Previous studies have investigated the predictive value of PET metabolic parameters in AEOC25,27,37. MTV and TLG were independent prognostic factors for disease progression and overall survival after cytoreductive surgery in patients with EOC23,25. In our study, MTV, TLG, metastatic TLG index, and metastatic MTV index were highly associated with OLNM. The metastatic TLG and MTV indexes can quantify EOC's metastatic capacity, which positively correlates with metastatic tumor burden. OLNM, as part of metastatic lesions, was closely associated with soakage and metastasis of malignant ovarian tumors. Therefore, the metastatic TLG index was the only independent predictive factor in both univariate and multivariate and had a higher predictive value than other PET-related parameters. Bilateral ovarian cancers were associated with a high risk of OLNM because bilateral tumors showed more tumor heterogeneity and invasiveness. The final multivariate model incorporated clinical factors, radiological findings, and composite Index extracted from PET metabolic parameters.

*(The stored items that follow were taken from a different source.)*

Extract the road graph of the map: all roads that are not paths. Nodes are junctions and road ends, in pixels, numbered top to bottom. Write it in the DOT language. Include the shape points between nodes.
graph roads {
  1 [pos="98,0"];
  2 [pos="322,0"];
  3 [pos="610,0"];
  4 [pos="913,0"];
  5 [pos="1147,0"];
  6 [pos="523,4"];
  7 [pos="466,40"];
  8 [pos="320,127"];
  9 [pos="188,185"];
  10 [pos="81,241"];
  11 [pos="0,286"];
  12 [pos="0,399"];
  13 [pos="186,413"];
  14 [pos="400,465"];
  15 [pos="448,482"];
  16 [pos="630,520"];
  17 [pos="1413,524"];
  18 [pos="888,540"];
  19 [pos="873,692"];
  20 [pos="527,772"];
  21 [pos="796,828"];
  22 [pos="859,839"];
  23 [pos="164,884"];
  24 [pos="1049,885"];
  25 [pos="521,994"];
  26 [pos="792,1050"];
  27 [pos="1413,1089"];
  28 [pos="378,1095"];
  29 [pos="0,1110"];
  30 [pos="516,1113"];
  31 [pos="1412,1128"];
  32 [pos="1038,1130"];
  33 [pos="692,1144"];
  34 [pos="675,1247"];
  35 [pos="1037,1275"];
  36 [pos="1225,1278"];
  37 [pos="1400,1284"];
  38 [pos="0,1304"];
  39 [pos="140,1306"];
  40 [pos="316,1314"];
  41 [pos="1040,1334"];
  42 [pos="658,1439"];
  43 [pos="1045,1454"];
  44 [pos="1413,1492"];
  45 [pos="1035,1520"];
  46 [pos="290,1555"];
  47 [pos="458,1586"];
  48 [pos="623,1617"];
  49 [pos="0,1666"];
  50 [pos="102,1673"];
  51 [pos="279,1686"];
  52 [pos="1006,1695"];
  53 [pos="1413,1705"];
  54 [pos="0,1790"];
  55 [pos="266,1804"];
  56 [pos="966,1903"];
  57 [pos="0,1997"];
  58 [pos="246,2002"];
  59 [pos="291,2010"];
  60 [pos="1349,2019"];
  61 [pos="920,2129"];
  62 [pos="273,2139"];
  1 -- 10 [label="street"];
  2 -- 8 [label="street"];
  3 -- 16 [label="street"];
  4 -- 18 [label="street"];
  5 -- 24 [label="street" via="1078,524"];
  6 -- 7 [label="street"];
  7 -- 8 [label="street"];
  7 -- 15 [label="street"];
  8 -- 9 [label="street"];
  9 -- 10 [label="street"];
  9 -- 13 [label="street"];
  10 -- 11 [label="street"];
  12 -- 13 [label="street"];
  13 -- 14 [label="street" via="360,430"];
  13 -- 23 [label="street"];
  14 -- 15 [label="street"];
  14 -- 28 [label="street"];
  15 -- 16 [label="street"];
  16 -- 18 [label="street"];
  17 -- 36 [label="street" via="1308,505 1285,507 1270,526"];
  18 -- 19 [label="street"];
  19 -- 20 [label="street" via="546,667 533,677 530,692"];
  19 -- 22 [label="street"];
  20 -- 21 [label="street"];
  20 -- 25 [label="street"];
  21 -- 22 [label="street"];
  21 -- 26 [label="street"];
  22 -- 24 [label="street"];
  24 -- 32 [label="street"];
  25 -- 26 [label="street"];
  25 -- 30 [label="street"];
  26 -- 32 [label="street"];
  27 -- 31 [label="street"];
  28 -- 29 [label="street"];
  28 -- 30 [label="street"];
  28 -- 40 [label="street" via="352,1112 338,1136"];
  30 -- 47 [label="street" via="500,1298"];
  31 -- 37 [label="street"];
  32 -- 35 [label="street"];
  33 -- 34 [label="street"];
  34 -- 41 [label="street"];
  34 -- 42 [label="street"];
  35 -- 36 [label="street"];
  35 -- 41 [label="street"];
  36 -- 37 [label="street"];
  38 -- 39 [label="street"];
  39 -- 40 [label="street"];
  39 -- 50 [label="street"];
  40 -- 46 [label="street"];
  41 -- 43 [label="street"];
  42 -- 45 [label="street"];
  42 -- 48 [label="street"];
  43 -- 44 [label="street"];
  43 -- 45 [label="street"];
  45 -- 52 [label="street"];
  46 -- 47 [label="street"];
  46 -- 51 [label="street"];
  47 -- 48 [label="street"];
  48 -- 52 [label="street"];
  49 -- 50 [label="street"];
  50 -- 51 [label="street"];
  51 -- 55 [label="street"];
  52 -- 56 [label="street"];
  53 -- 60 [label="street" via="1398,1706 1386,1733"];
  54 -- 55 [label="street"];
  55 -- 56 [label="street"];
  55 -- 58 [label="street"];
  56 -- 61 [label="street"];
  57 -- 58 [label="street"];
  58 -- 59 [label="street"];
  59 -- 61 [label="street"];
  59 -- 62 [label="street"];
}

There are several limitations to the present study. Firstly, this study is a single center retrospective analysis, potentially suffering from its inherent selection bias and limiting data generalizability. All patients underwent PET/CT scans in our hospitals using the same devices. The resolution of the image, administration of a carbohydrate free diet before scanning, and time for uptake were inevitably different, which might result in heterogeneous results. Further multicenter study is necessary to prove the efficiency of the result of this study. Secondly, the patients with neoadjuvant chemotherapy before surgery were not included in our study because NAC affects the pathological evaluation of postoperative LN status. NACT was considered for patients with advanced-stage ovarian cancer who are not good candidates for primary debulking surgery due to advanced age, frailty, poor performance status, comorbidities, or who have disease unlikely to be optimally cytoreduced38,39. Further study will be needed to explore OLNM in patients who received NACT before primary cytoreductive surgery. Thirdly, our study focused on patients with negative LN on PET/CT scans. Only the patients with negative reports in PET/CT scans were included in our study. Comparison between OLNM and pathologically confirmed no LNM, regardless of positive LN on PET/CT, will be needed in further study.